Located in Arkansas, Hot Springs National Park is one of the few dog-friendly National Parks in the United States. It is a unique mixture of city streets and hiking trails that was built around its main feature – hot springs. The hot springs have been a main attraction for hundreds of years. One of the earliest reports is from 1541 when it is believed that Native Americans led Hernanado de Soto to “Valley of the Vapors.” The first true log bathhouse was built in 1830. Shortly after, in 1832, President Andrew Jackson gave the hot springs federal protection as a reservation. This makes Hot Springs 40 years older than Yellowstone, the world’s first national park. Hot Springs acquired National Park status in 1921.
Hot Springs is the smallest national park, but that doesn’t mean there isn’t plenty to do with your pup in tow. In fact, all 26 miles of Hot Springs’ trail system are open for use with your furry friends. The only regulation is that they are kept on a leash no more than six feet in length at all times. And they are not allowed in the visitor center or other park buildings.
The trails are overall very well maintained with a mix of easy and moderate trails. The longest trail is Sunset Trail. This trail is over 10 miles in length, but if making a complete loop, plan on 14-15 miles total. This trail takes you through varied terrain and past some scenic overlooks. If you are up for it, this trail is a must-do activity. Be aware that there is a small section that walks along highway 7 – which is a busy road. Watch closely for traffic.
When we walked Sunset Trail we took took the trail from Gulpha Gorge campground up to High Mountain trail and then to Shortcut Trail into the city of Hot Springs. After spending a few minutes on the Grand Promenade trail near Bathhouse Row, we then meandered through the city (on Prospect Road) to a small trail head that brought us up to Sunset trail. We took a short detour to get a wonderful view of the valley at the parking lot of West Mountain Summit drive., then proceeded along Sunset trail for 12+ miles (totaling well over 14 miles during the entire hike).

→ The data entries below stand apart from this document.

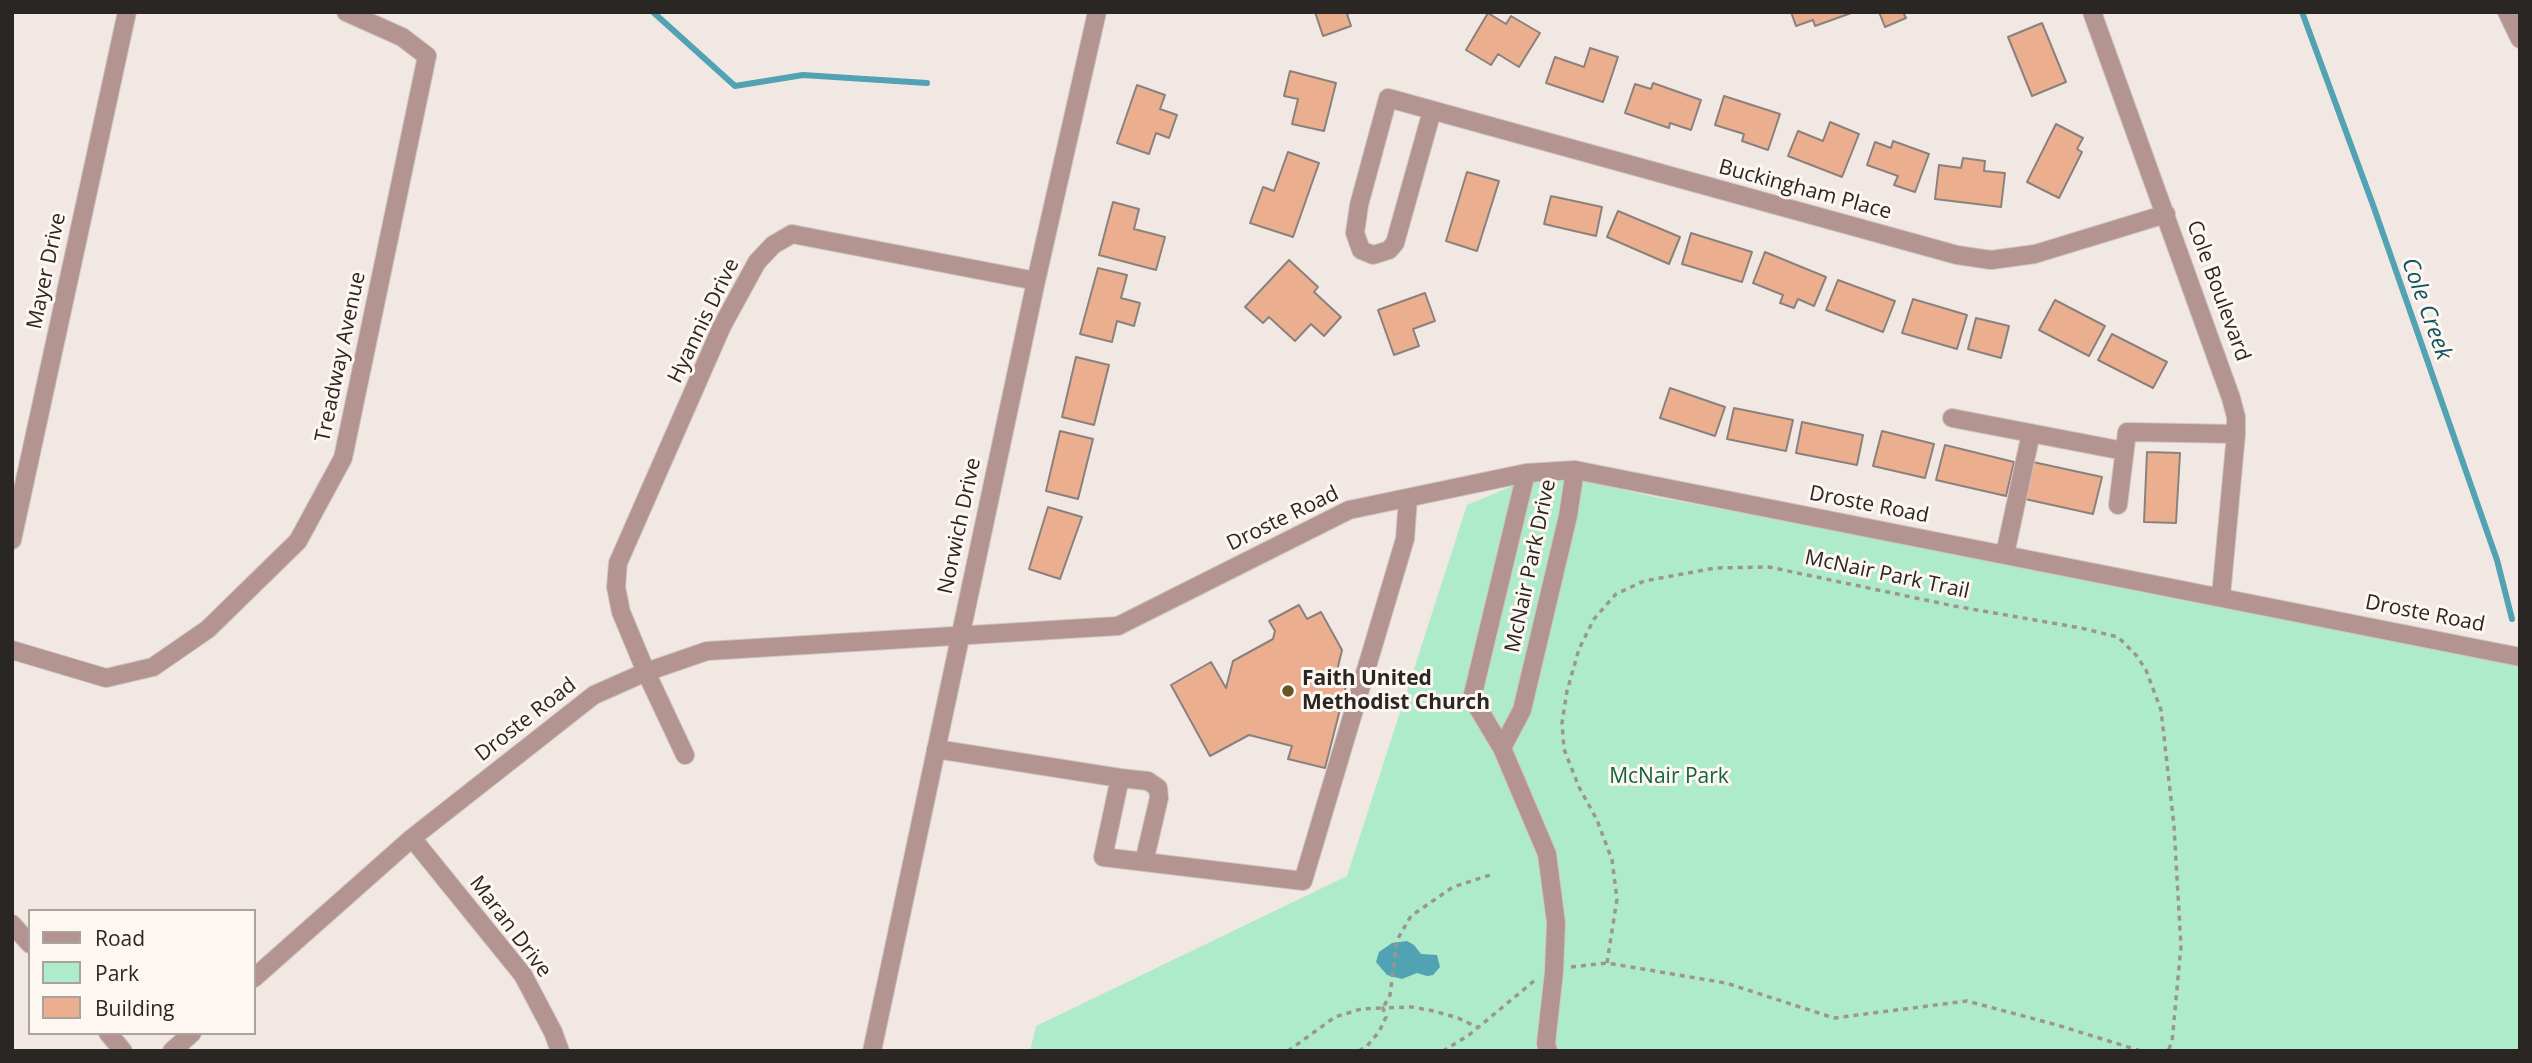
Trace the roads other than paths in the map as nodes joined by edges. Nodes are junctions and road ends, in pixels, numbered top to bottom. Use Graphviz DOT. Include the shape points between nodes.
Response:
graph roads {
  1 [pos="127,12"];
  2 [pos="346,12"];
  3 [pos="1097,12"];
  4 [pos="2092,12"];
  5 [pos="2507,12"];
  6 [pos="2520,39"];
  7 [pos="1433,111"];
  8 [pos="2166,214"];
  9 [pos="1036,281"];
  10 [pos="1952,418"];
  11 [pos="2031,433"];
  12 [pos="2236,434"];
  13 [pos="2124,451"];
  14 [pos="1575,470"];
  15 [pos="1527,474"];
  16 [pos="1408,498"];
  17 [pos="2118,505"];
  18 [pos="12,540"];
  19 [pos="2005,554"];
  20 [pos="2221,596"];
  21 [pos="960,634"];
  22 [pos="12,650"];
  23 [pos="2520,657"];
  24 [pos="646,671"];
  25 [pos="1502,748"];
  26 [pos="936,749"];
  27 [pos="685,755"];
  28 [pos="1120,778"];
  29 [pos="412,838"];
  30 [pos="1144,862"];
  31 [pos="12,924"];
  32 [pos="28,942"];
  33 [pos="256,976"];
  34 [pos="110,1035"];
  35 [pos="189,1035"];
  36 [pos="123,1051"];
  37 [pos="172,1051"];
  38 [pos="560,1051"];
  39 [pos="872,1051"];
  40 [pos="1548,1051"];
  1 -- 18 [label="street, Mayer Drive"];
  2 -- 22 [label="street, Treadway Avenue" via="402,37 427,56 343,458 298,541 208,629 153,667 106,678"];
  3 -- 9 [label="street, Norwich Drive"];
  4 -- 8 [label="street, Cole Boulevard"];
  5 -- 6 [label="street"];
  7 -- 7 [label="street, Buckingham Place" via="1388,98 1355,233 1361,250 1373,255 1395,243"];
  7 -- 8 [label="street, Buckingham Place" via="1956,255 1991,260 2035,254"];
  8 -- 12 [label="street, Cole Boulevard" via="2231,398"];
  9 -- 21 [label="street, Norwich Drive"];
  9 -- 24 [label="street, Hyannis Drive" via="792,234 773,245 757,262 722,326 618,563 615,587 621,612"];
  10 -- 11 [label="street"];
  11 -- 13 [label="street"];
  11 -- 19 [label="street"];
  12 -- 13 [label="street" via="2127,432"];
  12 -- 20 [label="street, Cole Boulevard"];
  13 -- 17 [label="street"];
  14 -- 15 [label="street, Droste Road"];
  14 -- 19 [label="street, Droste Road"];
  14 -- 25 [label="street, McNair Park Drive" via="1522,710"];
  15 -- 16 [label="street, Droste Road"];
  15 -- 25 [label="street, McNair Park Drive" via="1472,698"];
  16 -- 21 [label="street, Droste Road" via="1349,510 1118,626"];
  16 -- 30 [label="street" via="1405,539 1303,881"];
  19 -- 20 [label="street, Droste Road"];
  20 -- 23 [label="street, Droste Road"];
  21 -- 24 [label="street, Droste Road" via="707,651"];
  21 -- 26 [label="street, Norwich Drive"];
  24 -- 27 [label="street, Hyannis Drive"];
  24 -- 29 [label="street, Droste Road" via="594,695"];
  25 -- 40 [label="street, McNair Park Drive" via="1547,854 1556,923"];
  26 -- 28 [label="street"];
  26 -- 39 [label="street, Norwich Drive"];
  28 -- 30 [label="street" via="1148,780 1158,788"];
  28 -- 30 [label="street" via="1103,857"];
  29 -- 33 [label="street, Droste Road"];
  29 -- 38 [label="street, Maran Drive" via="523,975"];
  31 -- 32 [label="street"];
  34 -- 36 [label="street"];
  35 -- 37 [label="street"];
}
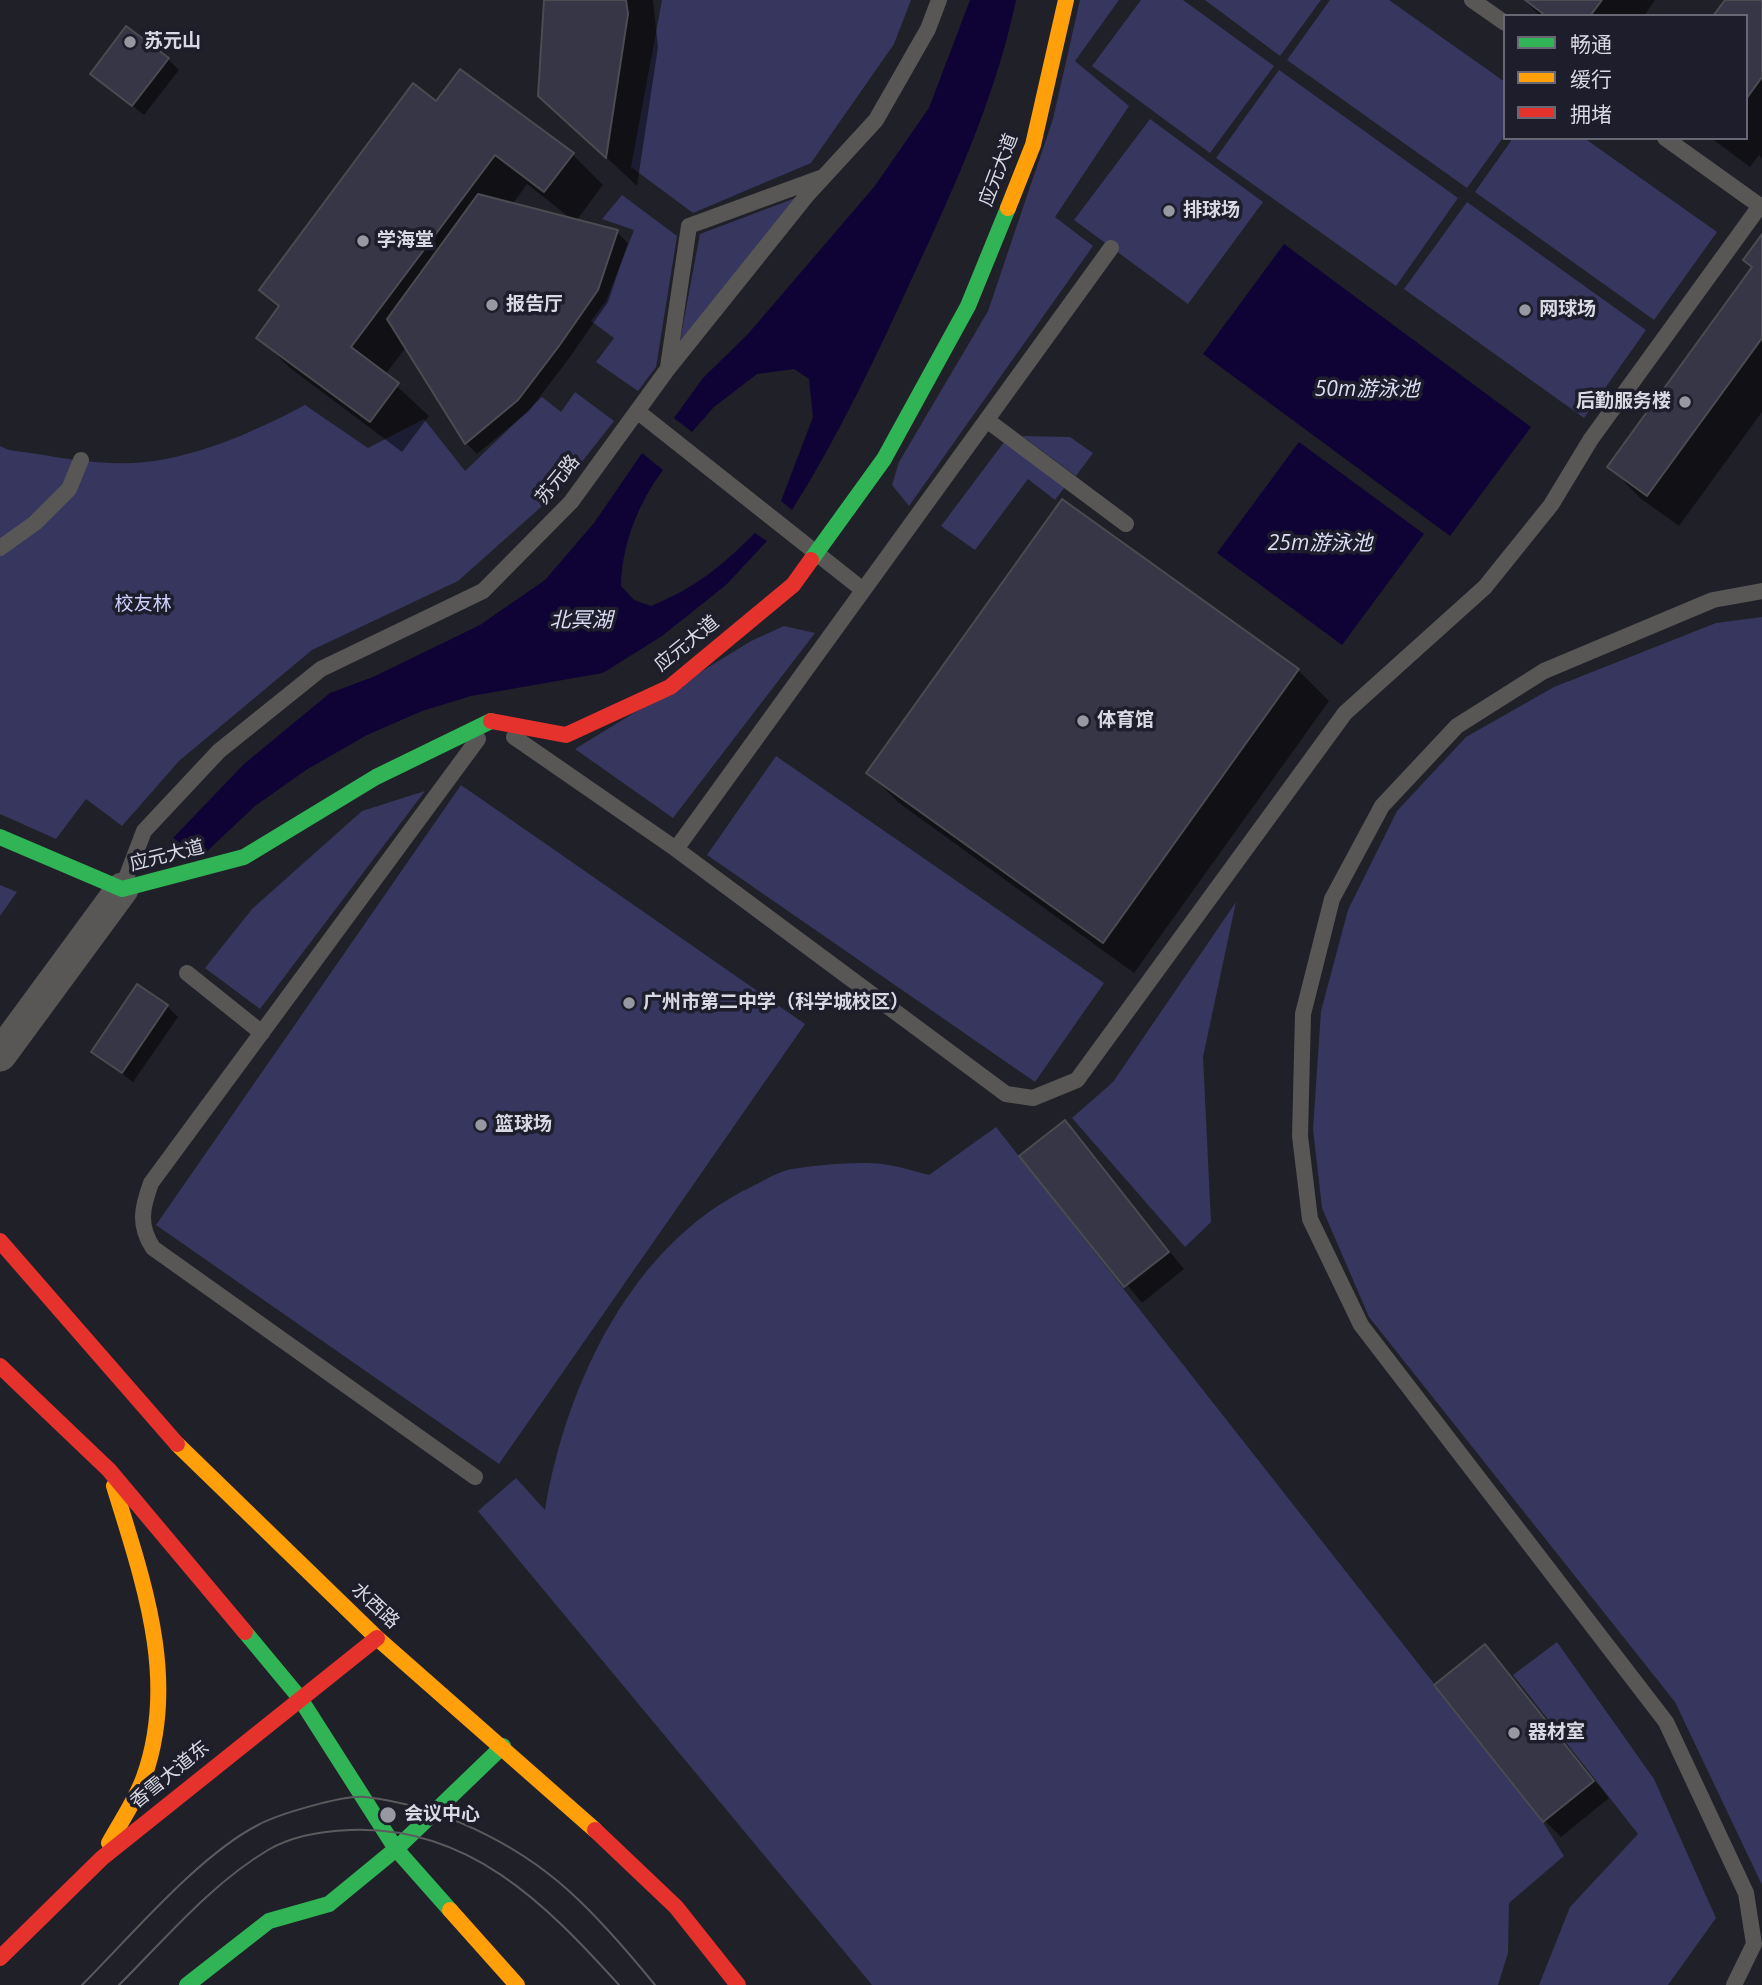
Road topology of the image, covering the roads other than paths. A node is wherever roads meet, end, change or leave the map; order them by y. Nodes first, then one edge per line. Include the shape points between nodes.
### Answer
1 (939, 0) edge
2 (1066, 0) edge
3 (1472, 0) edge
4 (1503, 22) edge
5 (1668, 140) edge
6 (825, 176) junction
7 (1111, 248) dead end
8 (667, 370) junction
9 (637, 411) junction
10 (988, 421) junction
11 (81, 460) dead end
12 (1126, 524) dead end
13 (0, 548) edge
14 (814, 554) junction
15 (863, 590) junction
16 (1762, 591) edge
17 (491, 721) junction
18 (0, 837) edge
19 (676, 849) junction
20 (122, 888) junction
21 (187, 973) dead end
22 (262, 1033) junction
23 (0, 1055) edge
24 (0, 1241) edge
25 (0, 1366) edge
26 (109, 1470) junction
27 (475, 1477) dead end
28 (377, 1638) junction
29 (299, 1697) junction
30 (503, 1746) junction
31 (397, 1849) junction
32 (102, 1858) junction
33 (0, 1958) edge
34 (187, 1985) edge
35 (517, 1985) edge
36 (738, 1985) edge
37 (1734, 1985) edge

1 - 6 lane, 苏元路 via 928,29 876,120
2 - 14 main road, 应元大道 via 1033,145 968,306 884,459
3 - 4 lane
5 - 19 lane via 1760,206 1591,439 1551,505 1485,587 1345,713 1077,1080 1033,1098 1006,1094
6 - 8 lane, 苏元路
6 - 8 lane via 689,226
7 - 10 lane
8 - 9 lane, 苏元路
9 - 14 lane
9 - 20 lane, 苏元路 via 571,502 483,591 321,669 219,751 144,831
10 - 12 lane
10 - 15 lane
11 - 13 lane via 69,489 35,523
14 - 15 lane
14 - 17 main road, 应元大道 via 793,584 670,687 566,735
15 - 19 lane
16 - 37 lane via 1713,600 1544,671 1457,726 1382,806 1332,899 1303,1014 1300,1136 1310,1219 1361,1325 1666,1722 1746,1893 1754,1944
17 - 19 lane
17 - 20 main road, 应元大道 via 376,777 244,857
17 - 22 lane
18 - 20 main road, 应元大道
20 - 23 street
21 - 22 lane
22 - 27 lane via 151,1183 143,1204 142,1231 153,1248
24 - 28 main road, 水西路 via 152,1418
25 - 26 main road
26 - 29 main road
26 - 32 main road via 154,1619 161,1671 155,1733 144,1776
28 - 29 main road, 香雪大道东
28 - 30 main road, 水西路
29 - 31 main road
29 - 32 main road, 香雪大道东
30 - 31 main road
30 - 36 main road, 水西路 via 676,1907
31 - 34 main road via 329,1904 269,1921
31 - 35 main road
32 - 33 main road, 香雪大道东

There are many other trails that leave from the campground. Most of these connect to Bathhouse Row – the main attraction of Hot Springs National Park. Or, if you prefer scenic views to town streets, you can hike up to the Hot Springs Mountain Tower for some views of the surrounding valley. (Note that the tower itself requires a fee to climb).
And don’t forget to head down to Bathhouse Row and walk the Grand Promenade – a paved path behind the bathhouses. We took the Dead Chief trail from the campground to the Grand Promenade, which was a lovely connection and made a nice roughly 5 mile total out and back hike/walk.
Besides the park buildings themselves, the city portion of Hot Springs is relatively dog friendly also. Some shops even have water bowls out for the dogs and the burger joint, Bubbalous, (at the time of writing this post) allowed dogs to sit inside the restaurant at their front table. This is the only restaurant that we ate at during our stay in Hot Springs, but if you know of other dog-friendly restaurants in the area, please let us know in the comments below.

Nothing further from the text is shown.